# TiVO IR Control of a JVC HD921



## technosabreur (Aug 1, 2005)

I have a JVC HD921 Dish Network Receivers that I have hooked up to my Series 2 TiVo. I want to get my TiVo to record SD broadcasts from the 921 so that I can use TiVo ToGo and transfer the recordings to my laptop to watch when I travel. I cannot seem to get my TiVo to change channels with the 921. As I understand it the 921 does not support the IR control that the TiVo requires. Does anyone know of any workarounds that would allow my TiVo to change channels on the 921?

Additionally, it is feasible for the 921 to output both HD and SD or can you only get one or the other (so that I do not have to manually toggle the 921 for my TiVo to receive SD output that it would understand).


----------



## Mark Lamutt (Mar 24, 2002)

Welcome to DBSTalk, technosabreur! :hi:

I don't have any idea about your first question, but the 921 cannot output HD and SD at the same time. You can get it into safe mode which will output 480p via component or DVI and 480i via the other outputs simultaneously, though, by pressing and holding the Output front panel button for a few seconds.


----------



## KKlare (Sep 24, 2004)

The 921 will accept IR commands. You may be confusing it with the remote's only sending RF.
-Ken


----------



## technosabreur (Aug 1, 2005)

If the 921 accepts IR commands, do you know if the commands are identical to any other DISH receiver IT commands - if so whoch other DISH models? Have tried learning these commands with my TiVo remote in learning mode and have not had any success.


----------



## Mark Lamutt (Mar 24, 2002)

Ah...the IR commands that the 921 accepts are identical to all other dish receiver IR commands, except for the original Dishplayer. Sounds like you need to have your 921 set to remote address 1.


----------



## lpickup (Jul 12, 2005)

Mark Lamutt said:


> Ah...the IR commands that the 921 accepts are identical to all other dish receiver IR commands, except for the original Dishplayer. Sounds like you need to have your 921 set to remote address 1.


Actually I've had a bit of an issue with some of the buttons on a 3rd party remote I had all set up for my 501. Most of the buttons work properly, but a few don't: skip back and skip forward, for example. I originally programmed the remote manually using direct code entry (I discovered the codes by trial & error), so perhaps I just accidentally got an alias of those functions.

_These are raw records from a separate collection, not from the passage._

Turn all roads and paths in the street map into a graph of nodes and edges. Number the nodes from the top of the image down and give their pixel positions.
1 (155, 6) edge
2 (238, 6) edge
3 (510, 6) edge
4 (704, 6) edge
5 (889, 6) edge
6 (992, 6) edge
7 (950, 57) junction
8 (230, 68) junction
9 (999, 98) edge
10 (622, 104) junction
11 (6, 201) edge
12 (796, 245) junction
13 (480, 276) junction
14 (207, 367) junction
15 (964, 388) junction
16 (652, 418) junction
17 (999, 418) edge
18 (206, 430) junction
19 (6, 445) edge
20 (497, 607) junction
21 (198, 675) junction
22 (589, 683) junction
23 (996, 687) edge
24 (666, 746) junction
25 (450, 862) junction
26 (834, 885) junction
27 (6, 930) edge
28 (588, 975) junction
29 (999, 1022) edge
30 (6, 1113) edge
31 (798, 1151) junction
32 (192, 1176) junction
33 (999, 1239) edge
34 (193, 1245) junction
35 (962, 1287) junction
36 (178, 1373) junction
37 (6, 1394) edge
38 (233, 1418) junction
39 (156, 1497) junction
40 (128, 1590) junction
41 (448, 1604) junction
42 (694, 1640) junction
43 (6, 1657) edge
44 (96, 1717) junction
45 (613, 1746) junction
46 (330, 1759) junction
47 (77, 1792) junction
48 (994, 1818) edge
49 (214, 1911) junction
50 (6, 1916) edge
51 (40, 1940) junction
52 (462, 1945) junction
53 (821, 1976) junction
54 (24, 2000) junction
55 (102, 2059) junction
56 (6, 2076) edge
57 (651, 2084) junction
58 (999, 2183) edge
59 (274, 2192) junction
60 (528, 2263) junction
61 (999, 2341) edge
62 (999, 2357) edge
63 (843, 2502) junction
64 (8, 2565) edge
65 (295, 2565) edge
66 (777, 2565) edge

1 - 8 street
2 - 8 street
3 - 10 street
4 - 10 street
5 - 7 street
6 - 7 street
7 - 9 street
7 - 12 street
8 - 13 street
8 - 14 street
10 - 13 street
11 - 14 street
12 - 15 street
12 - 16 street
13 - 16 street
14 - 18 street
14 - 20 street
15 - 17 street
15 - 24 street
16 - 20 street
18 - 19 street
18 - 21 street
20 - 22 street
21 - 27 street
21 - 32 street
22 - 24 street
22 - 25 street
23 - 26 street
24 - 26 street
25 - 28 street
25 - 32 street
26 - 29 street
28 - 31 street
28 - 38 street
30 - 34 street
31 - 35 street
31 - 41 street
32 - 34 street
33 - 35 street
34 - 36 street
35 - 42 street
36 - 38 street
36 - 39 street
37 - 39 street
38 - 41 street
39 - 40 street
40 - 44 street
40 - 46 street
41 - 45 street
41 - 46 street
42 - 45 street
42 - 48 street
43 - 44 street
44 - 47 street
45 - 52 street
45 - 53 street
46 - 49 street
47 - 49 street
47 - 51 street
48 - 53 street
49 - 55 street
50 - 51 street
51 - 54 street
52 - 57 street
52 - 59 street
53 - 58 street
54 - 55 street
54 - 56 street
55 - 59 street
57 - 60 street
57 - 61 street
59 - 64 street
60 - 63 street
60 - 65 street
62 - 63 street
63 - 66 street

Having said that, my original 501 remote seems to control the 921 just fine (via IR).

Back to the original question, I am wondering if there might be an issue with having to input leading 0's? I know for single digit channel numbers I used to have to type at least two leading 0's. I'm not sure if that's still the case or not (I know it currently works with only one leading 0).

...Lance


----------



## technosabreur (Aug 1, 2005)

Can you elaborate on how one does this:-

Sounds like you need to have your 921 set to remote address 1


----------



## Mark Lamutt (Mar 24, 2002)

Pull up system information screen. Note what remote address it's currently set to.

Press and hold the SAT button at the top of the remote until red lights blink.
Enter 01 on the remote number pad.
Press # key.
Wait for the red lights on the remote to stop blinking.
Pres REC key.
You should see the sysinfo screen change to 01 for the remote address.


----------



## technosabreur (Aug 1, 2005)

What does changing the remote address to 01 do re: enabling IR (I thought it was just a feature to find a channel that was free of interference from other remotes)?


----------



## Mark Lamutt (Mar 24, 2002)

If your Tivo uses an IR blaster to control the dish receiver, it probably only uses the address 1 IR codes. That's all.


----------